11 de abr de 2009

E a educação?

Em Pelotas, em 2006, uma professora da rede municipal de ensino perdeu a visão no olho direito, ao ser atingida por uma cadeira, quando tentava apartar a briga de dois alunos de 8 e 10 anos.

Em 2009, em Porto Alegre, agredida por uma aluna de quinze anos, uma professora da rede estadual foi hospitalizada com traumatismo craniano.

Em Vacaria, um professor foi esfaqueado e morto, quando tentava separar uma briga entre dois alunos de uma escola técnica estadual. O agressor, com dezoito anos, foi condenado a 14 anos de prisão.

Na zona sul de São Paulo, agredida por um aluno da primeira série do Ensino Médio, outra professora teve uma vértebra fraturada.

Na zona rural de Viamão, golpeada na cabeça por uma régua de madeira de 50 cm, inesperadamente manejada por um aluno da oitava série, outra professora desmaiou.

Durante trote na Fundação Municipal de Educação e Cultura _ Funec de Santa Fé do Sul, SP, uma caloura de Pedagogia foi queimada pela colega veterana com um produto químico despejado em suas costas, precisando ser hospitalizada.

Na zona sul de São Paulo, agredida por um aluno da primeira série do Ensino Médio, uma professora teve uma vértebra fraturada. O conselho da escola determinou a expulsão do aluno.

Tanto em Porto Alegre como em Bagé, em consequencia de desentendimento banal, mães de alunos agrediram as professoras.

Esses são fatos amplamente divulgados na mídia, para consternação geral. Após os primeiros, logo outros surgiram. Quantos mais haverá, abafados?

Há cerca de trinta anos ou pouco mais, começou o movimento de desmerecer professores e educação, inclusive pelo aviltamento dos salários e o sucateamento das escolas. Na continuação, pais permissivos deram rédea frouxa a crianças que logo se transformaram em adolescentes mal-educados, hoje agressivos. Ingenuamente, alguns esperaram que a escola proporcionasse a educação que em casa não fora proporcionada; outros continuaram passando a mão por cima e, através da impunidade, incentivando os futuros infratores.

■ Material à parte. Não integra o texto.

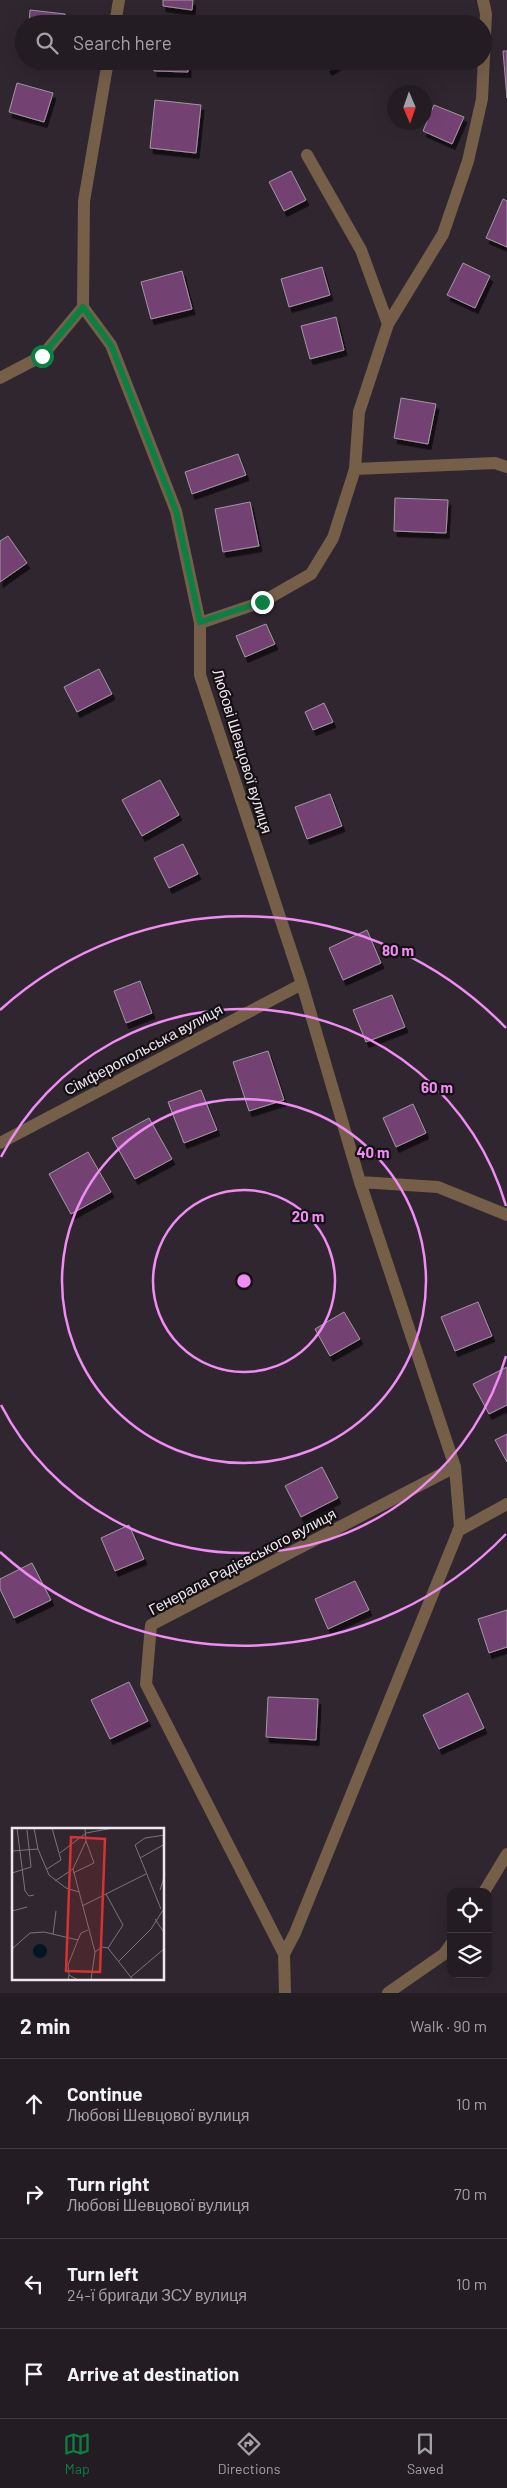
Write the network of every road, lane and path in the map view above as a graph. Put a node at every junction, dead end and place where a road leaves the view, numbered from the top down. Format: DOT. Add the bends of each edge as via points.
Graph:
graph roads {
  1 [pos="119,0"];
  2 [pos="483,0"];
  3 [pos="116,15"];
  4 [pos="486,15"];
  5 [pos="106,70"];
  6 [pos="483,70"];
  7 [pos="306,155"];
  8 [pos="83,307"];
  9 [pos="388,324"];
  10 [pos="0,378"];
  11 [pos="507,467"];
  12 [pos="355,469"];
  13 [pos="200,622"];
  14 [pos="302,984"];
  15 [pos="0,1143"];
  16 [pos="360,1182"];
  17 [pos="507,1215"];
  18 [pos="455,1467"];
  19 [pos="507,1504"];
  20 [pos="458,1531"];
  21 [pos="507,1854"];
  22 [pos="486,1888"];
  23 [pos="447,1950"];
  24 [pos="284,1954"];
  25 [pos="285,1993"];
  26 [pos="388,1993"];
  1 -- 3 [label="street"];
  2 -- 4 [label="street"];
  5 -- 8 [label="street" via="84,201"];
  6 -- 9 [label="street" via="482,98 468,161 443,234"];
  7 -- 9 [label="street" via="361,250"];
  8 -- 10 [label="street" via="42,356"];
  8 -- 13 [label="street, Любові Шевцової вулиця" via="111,345 176,511"];
  9 -- 12 [label="street" via="358,412"];
  11 -- 12 [label="street" via="495,463"];
  12 -- 13 [label="street" via="333,538 311,574 262,602"];
  13 -- 14 [label="street, Любові Шевцової вулиця" via="200,675"];
  14 -- 15 [label="street, Сімферопольська вулиця"];
  14 -- 16 [label="street, Любові Шевцової вулиця"];
  16 -- 17 [label="street" via="438,1187"];
  16 -- 18 [label="street, Генерала Радієвського вулиця"];
  18 -- 20 [label="street, Генерала Радієвського вулиця"];
  18 -- 24 [label="street, Генерала Радієвського вулиця" via="151,1625 146,1684"];
  19 -- 20 [label="street"];
  20 -- 24 [label="street, Генерала Радієвського вулиця"];
  21 -- 22 [label="street"];
  23 -- 26 [label="street"];
  24 -- 25 [label="street, Генерала Радієвського вулиця"];
}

Enquanto essas notícias se avolumavam em diferentes jornais, o Correio do Povo, de Porto Alegre, divulgou a notícia de que 1.730 alunos da rede pública estadual estão tendo aulas em contêineres, repetindo experiência ocorrida em São Paulo. A precariedade dos prédios que abrigam as escolas levou a Secretaria Estadual de Educação a essa medida extrema, apesar de reconhecer a "inconveniência": no verão, a temperatura dentro das estruturas metálicas varia entre 30 e 36 graus; no inverno, a sensação térmica pode chegar a quatro graus menos que a temperatura externa.

Embora o empenho demonstrado em não desatender os alunos, é chocante ver a que ponto chegou o desrespeito com a educação, prioridade relegada a sobreviver de migalhas.

Quando professores e escolas são tratados com descaso, desconsideradas as necessidades reais e o mínimo de atendimento previsível (cadê planejamento governamental para reformas, reposição de material e salários compatíveis com a função?), entende-se como conseqüência _ embora jamais se justifique _ a atitude de alunos e pais que se acham no direito de agressão, por não terem exemplos de respeito, nem conhecerem educação.

Por seu lado, muitos professores e líderes da classe, desconsiderados, desmotivados, tomam atitudes extremistas, buscando chamar a atenção e assim ver respeitados os seus direitos. Respeito se ensina com exemplo, é bom lembrar. Extremismos assustam possíveis aliados.

De qualquer forma, o alarme soou: alunos e professores correm perigo dentro das escolas. Na confusão, a educação, que já tinha encolhido, ouvi dizer que sumiu. E agora?

2 comentários:

Ruthe disse...

Há muitos anos que a "educação"está relegada ao fim do túnel, sem esperanças de novas perspectivas. Os professores foram obrigados a recorrer a outras atividades, para poder se manterem e assim "ser professor" passou a ser "um bico" e não mais um ideal!Quem perde? Naturalmente que são os alunos! E quem se importa? Pensem e terão a resposta, sem fazer esforço!

Aline Lacava, Luciane Pinheiro, Luciane Costa, Simone Tavares disse...

Sou professora de uma Escola da rede Municipal de Ensino de Pelotas, que considero a mais inclusiva desta cidade. E, sei que cada vez mais a sociedade e a família transferem responsabilidades que não são da escola, acarretando com isso uma série de fatos tristes e alarmantes com relação a desrespeito e agressões. Mas acredito muito na educação,não naqueles que não tem coragem de mudar e se sentem fracassados e com baixa estima, mas em educadores que querem formar cidadãos , que acreitam em seu trabalho, que tem garra, perseverança e amor pela sua profissão sendo dignos dela.